— Exercise goal —
Retype every line from the start of the data down to and including the line with "Please list the". Skip the pictures.

— Input data —
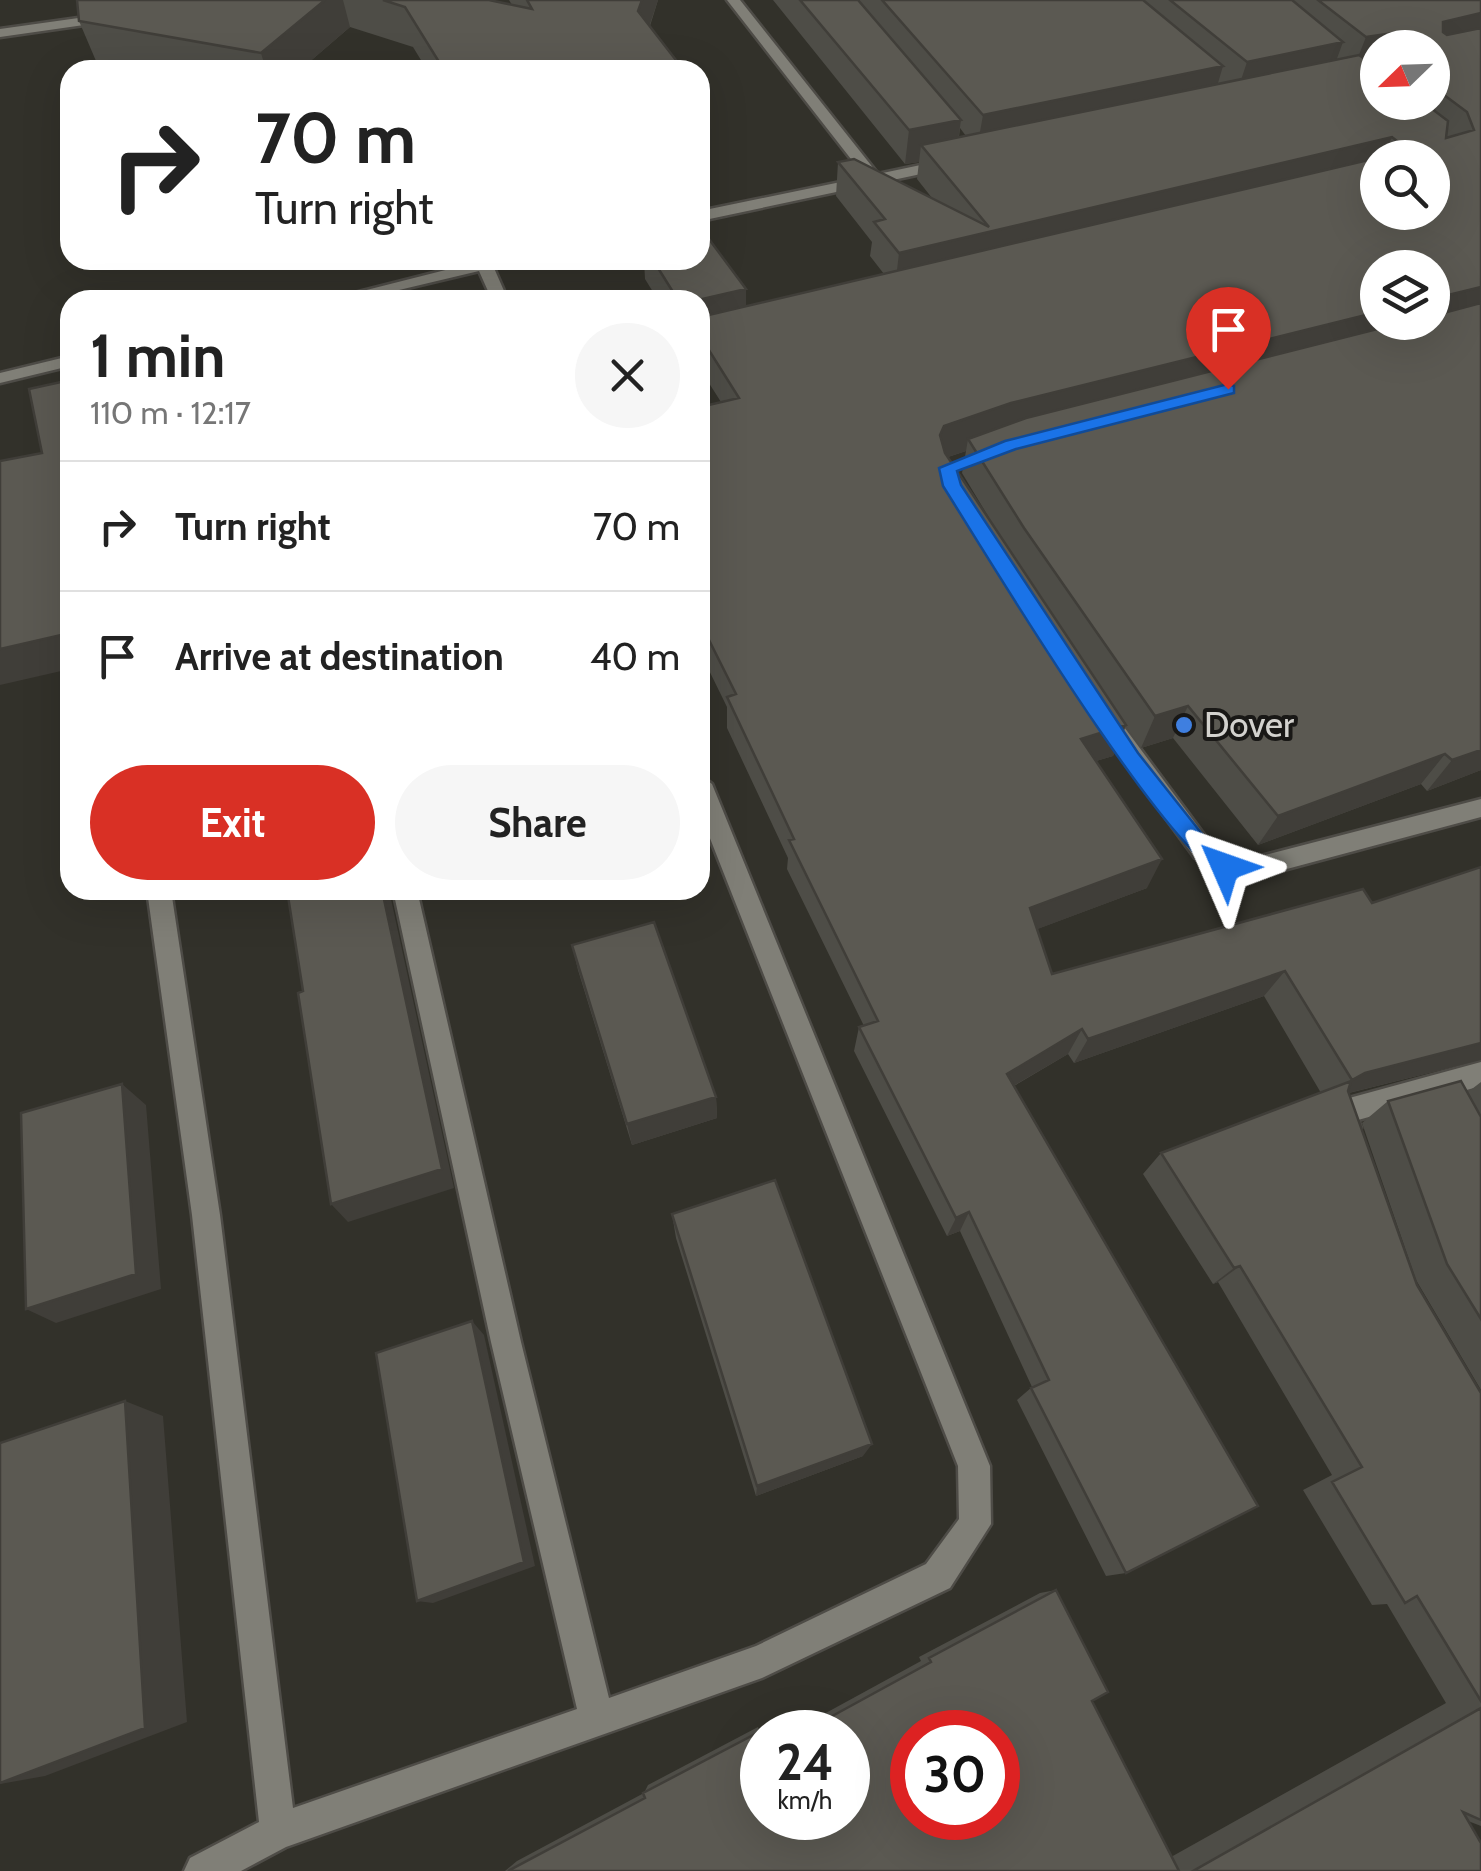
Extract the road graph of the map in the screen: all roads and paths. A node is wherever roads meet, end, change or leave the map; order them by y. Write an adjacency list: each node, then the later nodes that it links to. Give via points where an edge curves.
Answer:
1 (733, 0): 5 (street)
2 (132, 14): 3 (street, via 60,19)
3 (0, 34)
4 (973, 158): 5 (street)
5 (874, 179): 6 (street)
6 (710, 214)
7 (463, 270): 8 (street)
8 (378, 290)
9 (60, 364): 10 (street)
10 (0, 378)
11 (1089, 694): 12 (street, via 1203,851 1225,867 1262,866)
12 (1481, 808)
13 (710, 809): 20 (street, via 974,1466 975,1524 938,1576 762,1661)
14 (160, 900): 21 (street, via 206,1215)
15 (407, 900): 20 (street)
16 (1481, 1074): 17 (street)
17 (1442, 1087): 18 (street); 19 (street, via 1341,1112)
18 (1458, 1116)
19 (1358, 1160)
20 (596, 1717): 21 (street)
21 (278, 1832): 22 (street)
22 (203, 1871)

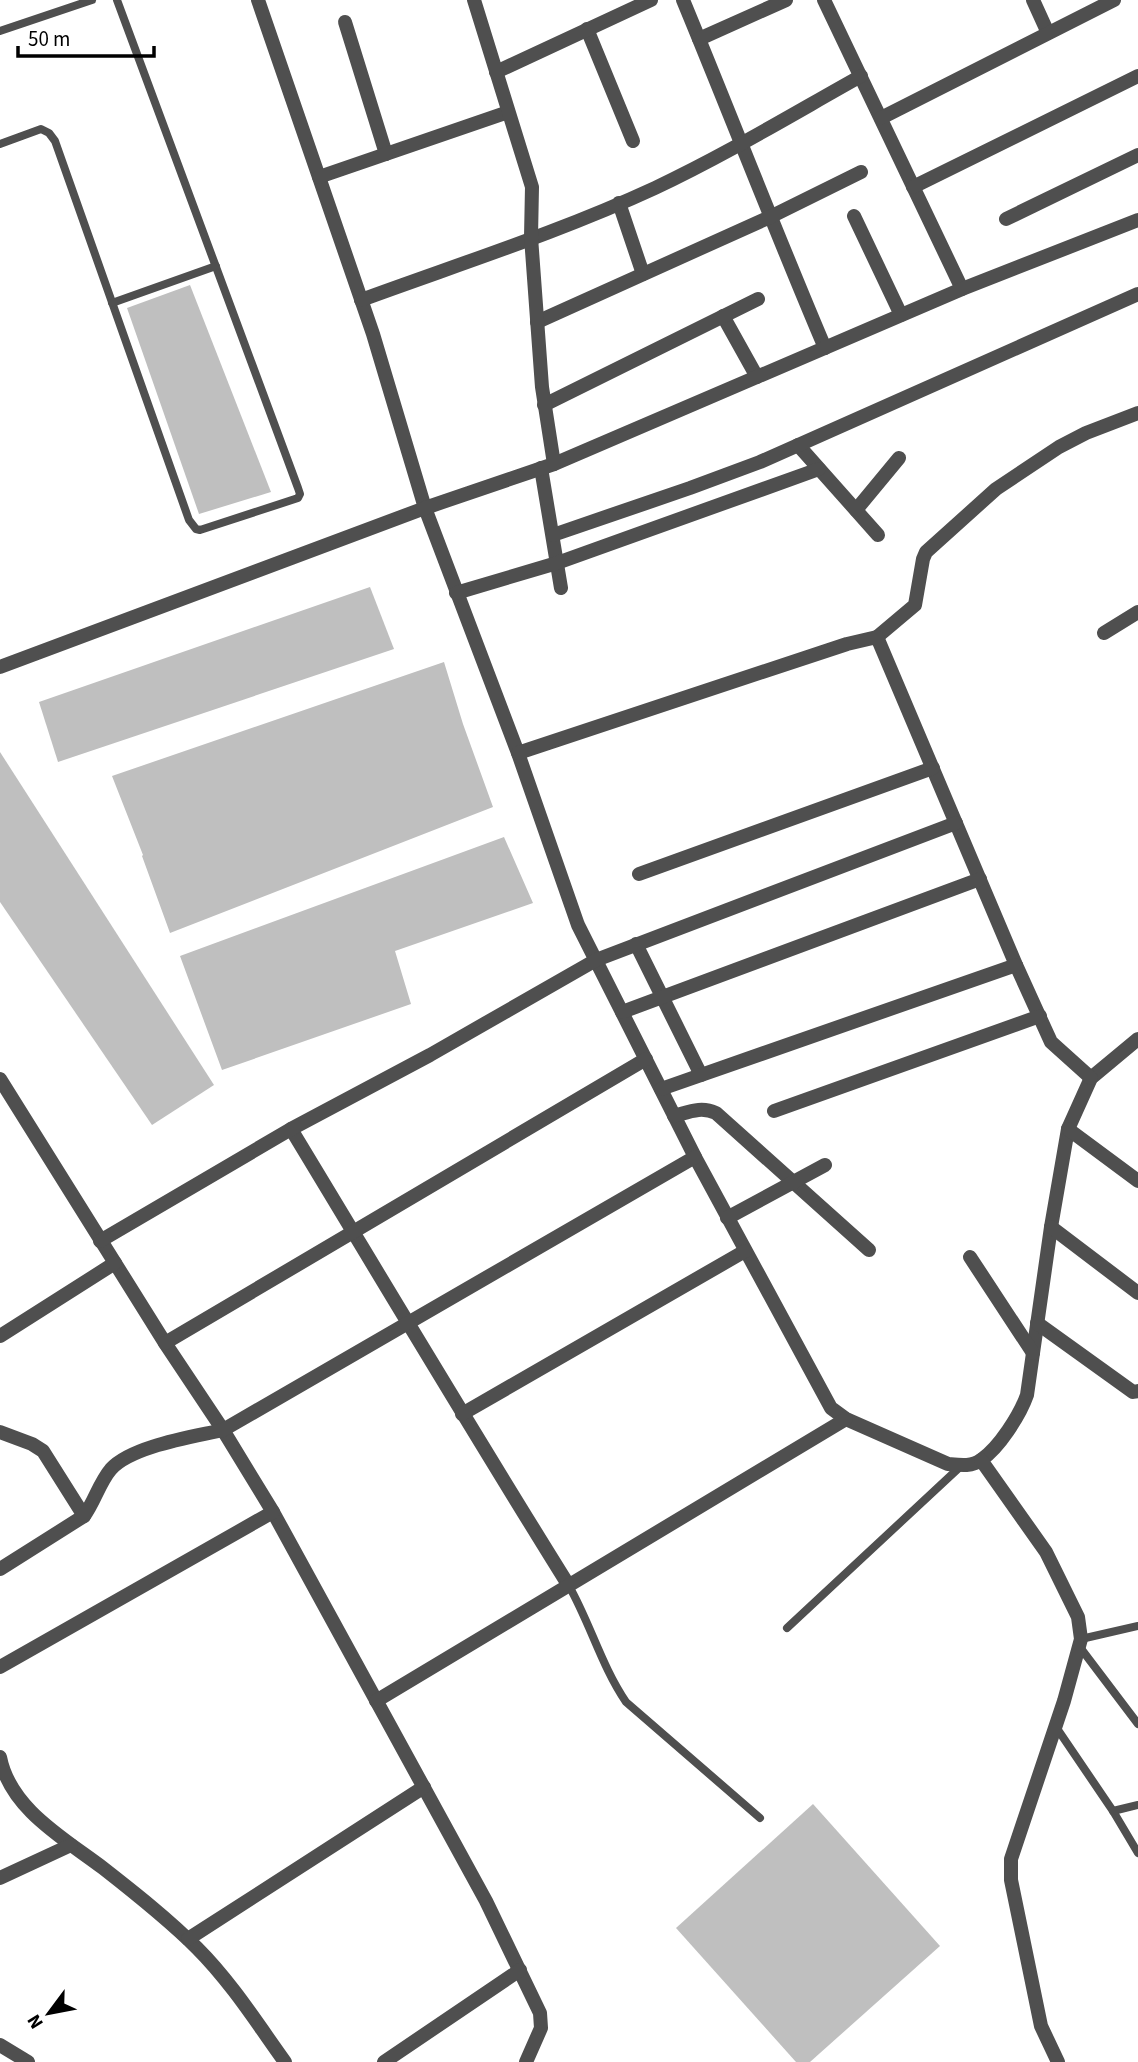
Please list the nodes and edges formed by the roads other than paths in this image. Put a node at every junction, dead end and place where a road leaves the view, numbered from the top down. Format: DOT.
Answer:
graph roads {
  1 [pos="92,0"];
  2 [pos="117,0"];
  3 [pos="258,0"];
  4 [pos="474,0"];
  5 [pos="651,0"];
  6 [pos="683,0"];
  7 [pos="786,0"];
  8 [pos="824,0"];
  9 [pos="1033,0"];
  10 [pos="1114,0"];
  11 [pos="1095,4"];
  12 [pos="345,22"];
  13 [pos="587,29"];
  14 [pos="0,31"];
  15 [pos="1048,33"];
  16 [pos="699,39"];
  17 [pos="496,72"];
  18 [pos="861,76"];
  19 [pos="1138,76"];
  20 [pos="508,112"];
  21 [pos="881,118"];
  22 [pos="633,141"];
  23 [pos="743,142"];
  24 [pos="0,144"];
  25 [pos="386,154"];
  26 [pos="1138,155"];
  27 [pos="861,172"];
  28 [pos="319,177"];
  29 [pos="913,187"];
  30 [pos="619,203"];
  31 [pos="853,216"];
  32 [pos="770,217"];
  33 [pos="1006,219"];
  34 [pos="1138,220"];
  35 [pos="531,237"];
  36 [pos="216,266"];
  37 [pos="643,274"];
  38 [pos="962,289"];
  39 [pos="1138,294"];
  40 [pos="758,299"];
  41 [pos="361,300"];
  42 [pos="112,303"];
  43 [pos="901,315"];
  44 [pos="723,316"];
  45 [pos="537,322"];
  46 [pos="825,348"];
  47 [pos="757,377"];
  48 [pos="544,405"];
  49 [pos="1137,414"];
  50 [pos="798,445"];
  51 [pos="900,458"];
  52 [pos="548,466"];
  53 [pos="819,469"];
  54 [pos="425,508"];
  55 [pos="856,510"];
  56 [pos="552,535"];
  57 [pos="878,535"];
  58 [pos="557,563"];
  59 [pos="561,588"];
  60 [pos="456,593"];
  61 [pos="1138,612"];
  62 [pos="1104,632"];
  63 [pos="877,637"];
  64 [pos="0,667"];
  65 [pos="518,753"];
  66 [pos="933,768"];
  67 [pos="957,822"];
  68 [pos="639,874"];
  69 [pos="980,879"];
  70 [pos="636,944"];
  71 [pos="596,960"];
  72 [pos="1016,965"];
  73 [pos="663,997"];
  74 [pos="622,1012"];
  75 [pos="1040,1016"];
  76 [pos="1138,1039"];
  77 [pos="646,1059"];
  78 [pos="701,1075"];
  79 [pos="1091,1078"];
  80 [pos="0,1079"];
  81 [pos="661,1089"];
  82 [pos="774,1111"];
  83 [pos="674,1116"];
  84 [pos="291,1129"];
  85 [pos="1068,1129"];
  86 [pos="695,1157"];
  87 [pos="825,1165"];
  88 [pos="1138,1181"];
  89 [pos="792,1183"];
  90 [pos="727,1218"];
  91 [pos="1051,1227"];
  92 [pos="354,1232"];
  93 [pos="100,1241"];
  94 [pos="869,1250"];
  95 [pos="745,1251"];
  96 [pos="970,1257"];
  97 [pos="115,1263"];
  98 [pos="1138,1293"];
  99 [pos="410,1323"];
  100 [pos="1037,1323"];
  101 [pos="0,1336"];
  102 [pos="165,1343"];
  103 [pos="1033,1353"];
  104 [pos="1138,1391"];
  105 [pos="462,1414"];
  106 [pos="846,1419"];
  107 [pos="223,1430"];
  108 [pos="0,1432"];
  109 [pos="981,1460"];
  110 [pos="961,1465"];
  111 [pos="273,1512"];
  112 [pos="84,1516"];
  113 [pos="0,1569"];
  114 [pos="569,1586"];
  115 [pos="1138,1626"];
  116 [pos="787,1628"];
  117 [pos="1080,1643"];
  118 [pos="0,1667"];
  119 [pos="376,1701"];
  120 [pos="1138,1724"];
  121 [pos="1056,1726"];
  122 [pos="0,1757"];
  123 [pos="424,1787"];
  124 [pos="1138,1805"];
  125 [pos="1113,1811"];
  126 [pos="760,1818"];
  127 [pos="71,1845"];
  128 [pos="1138,1853"];
  129 [pos="0,1878"];
  130 [pos="188,1939"];
  131 [pos="520,1970"];
  132 [pos="0,2045"];
  133 [pos="28,2062"];
  134 [pos="285,2062"];
  135 [pos="384,2062"];
  136 [pos="526,2062"];
  137 [pos="1058,2062"];
  1 -- 14 [label="lane"];
  2 -- 36 [label="lane"];
  3 -- 28 [label="street"];
  4 -- 17 [label="street"];
  5 -- 13 [label="street"];
  6 -- 16 [label="street"];
  7 -- 16 [label="street"];
  8 -- 18 [label="street"];
  9 -- 15 [label="street"];
  10 -- 11 [label="street"];
  11 -- 15 [label="street"];
  12 -- 25 [label="street"];
  13 -- 17 [label="street"];
  13 -- 22 [label="street"];
  15 -- 21 [label="street"];
  16 -- 23 [label="street"];
  17 -- 20 [label="street"];
  18 -- 21 [label="street"];
  18 -- 23 [label="street"];
  19 -- 29 [label="street"];
  20 -- 25 [label="street"];
  20 -- 35 [label="street"];
  21 -- 29 [label="street"];
  23 -- 30 [label="street"];
  23 -- 32 [label="street"];
  24 -- 42 [label="lane"];
  25 -- 28 [label="street"];
  26 -- 33 [label="street"];
  27 -- 32 [label="street"];
  28 -- 41 [label="street"];
  29 -- 38 [label="street"];
  30 -- 35 [label="street"];
  30 -- 37 [label="street"];
  31 -- 43 [label="street"];
  32 -- 37 [label="street"];
  32 -- 46 [label="street"];
  34 -- 38 [label="street"];
  35 -- 41 [label="street"];
  35 -- 45 [label="street"];
  36 -- 42 [label="lane"];
  36 -- 42 [label="lane"];
  37 -- 45 [label="street"];
  38 -- 43 [label="street"];
  39 -- 50 [label="street"];
  40 -- 44 [label="street"];
  41 -- 54 [label="street"];
  43 -- 46 [label="street"];
  44 -- 47 [label="street"];
  44 -- 48 [label="street"];
  45 -- 48 [label="street"];
  46 -- 47 [label="street"];
  47 -- 52 [label="street"];
  48 -- 52 [label="street"];
  49 -- 63 [label="street"];
  50 -- 53 [label="street"];
  50 -- 56 [label="street"];
  51 -- 55 [label="street"];
  52 -- 54 [label="street"];
  52 -- 56 [label="street"];
  53 -- 55 [label="street"];
  53 -- 58 [label="street"];
  54 -- 60 [label="street"];
  54 -- 64 [label="street"];
  55 -- 57 [label="street"];
  56 -- 58 [label="street"];
  58 -- 59 [label="street"];
  58 -- 60 [label="street"];
  60 -- 65 [label="street"];
  61 -- 62 [label="street"];
  63 -- 65 [label="street"];
  63 -- 66 [label="street"];
  65 -- 71 [label="street"];
  66 -- 67 [label="street"];
  66 -- 68 [label="street"];
  67 -- 69 [label="street"];
  67 -- 70 [label="street"];
  69 -- 72 [label="street"];
  69 -- 73 [label="street"];
  70 -- 71 [label="street"];
  70 -- 73 [label="street"];
  71 -- 74 [label="street"];
  71 -- 84 [label="street"];
  72 -- 75 [label="street"];
  72 -- 78 [label="street"];
  73 -- 74 [label="street"];
  73 -- 78 [label="street"];
  74 -- 77 [label="street"];
  75 -- 79 [label="street"];
  75 -- 82 [label="street"];
  76 -- 79 [label="street"];
  77 -- 81 [label="street"];
  77 -- 92 [label="street"];
  78 -- 81 [label="street"];
  79 -- 85 [label="street"];
  80 -- 93 [label="street"];
  81 -- 83 [label="street"];
  83 -- 86 [label="street"];
  83 -- 89 [label="street"];
  84 -- 92 [label="street"];
  84 -- 93 [label="street"];
  85 -- 88 [label="street"];
  85 -- 91 [label="street"];
  86 -- 90 [label="street"];
  86 -- 99 [label="street"];
  87 -- 89 [label="street"];
  89 -- 90 [label="street"];
  89 -- 94 [label="street"];
  90 -- 95 [label="street"];
  91 -- 98 [label="street"];
  91 -- 100 [label="street"];
  92 -- 99 [label="street"];
  92 -- 102 [label="street"];
  93 -- 97 [label="street"];
  95 -- 105 [label="street"];
  95 -- 106 [label="street"];
  96 -- 103 [label="street"];
  97 -- 101 [label="street"];
  97 -- 102 [label="street"];
  99 -- 105 [label="street"];
  99 -- 107 [label="street"];
  100 -- 103 [label="street"];
  100 -- 104 [label="street"];
  102 -- 107 [label="street"];
  103 -- 109 [label="street"];
  105 -- 114 [label="street"];
  106 -- 110 [label="street"];
  106 -- 114 [label="street"];
  107 -- 111 [label="street"];
  107 -- 112 [label="street"];
  108 -- 112 [label="street"];
  109 -- 110 [label="street"];
  109 -- 117 [label="street"];
  110 -- 116 [label="lane"];
  111 -- 118 [label="street"];
  111 -- 119 [label="street"];
  112 -- 113 [label="street"];
  114 -- 119 [label="street"];
  114 -- 126 [label="lane"];
  115 -- 117 [label="lane"];
  117 -- 120 [label="lane"];
  117 -- 121 [label="street"];
  119 -- 123 [label="street"];
  121 -- 125 [label="lane"];
  121 -- 137 [label="street"];
  122 -- 127 [label="street"];
  123 -- 130 [label="street"];
  123 -- 131 [label="street"];
  124 -- 125 [label="lane"];
  125 -- 128 [label="lane"];
  127 -- 129 [label="street"];
  127 -- 130 [label="street"];
  130 -- 134 [label="street"];
  131 -- 135 [label="street"];
  131 -- 136 [label="street"];
  132 -- 133 [label="street"];
}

— Solution to this task —
Extract the road graph of the map in the screen: all roads and paths. A node is wherever roads meet, end, change or leave the map; order them by y. Write an adjacency list: each node, then the later nodes that it links to. Give via points where an edge curves.
Answer:
1 (733, 0): 5 (street)
2 (132, 14): 3 (street, via 60,19)
3 (0, 34)
4 (973, 158): 5 (street)
5 (874, 179): 6 (street)
6 (710, 214)
7 (463, 270): 8 (street)
8 (378, 290)
9 (60, 364): 10 (street)
10 (0, 378)
11 (1089, 694): 12 (street, via 1203,851 1225,867 1262,866)
12 (1481, 808)
13 (710, 809): 20 (street, via 974,1466 975,1524 938,1576 762,1661)
14 (160, 900): 21 (street, via 206,1215)
15 (407, 900): 20 (street)
16 (1481, 1074): 17 (street)
17 (1442, 1087): 18 (street); 19 (street, via 1341,1112)
18 (1458, 1116)
19 (1358, 1160)
20 (596, 1717): 21 (street)
21 (278, 1832): 22 (street)
22 (203, 1871)

Please list the nodes and edges formed by the roads other than paths in this image. Put a node at every junction, dead end and place where a road leaves the view, numbered from the top down. Format: DOT.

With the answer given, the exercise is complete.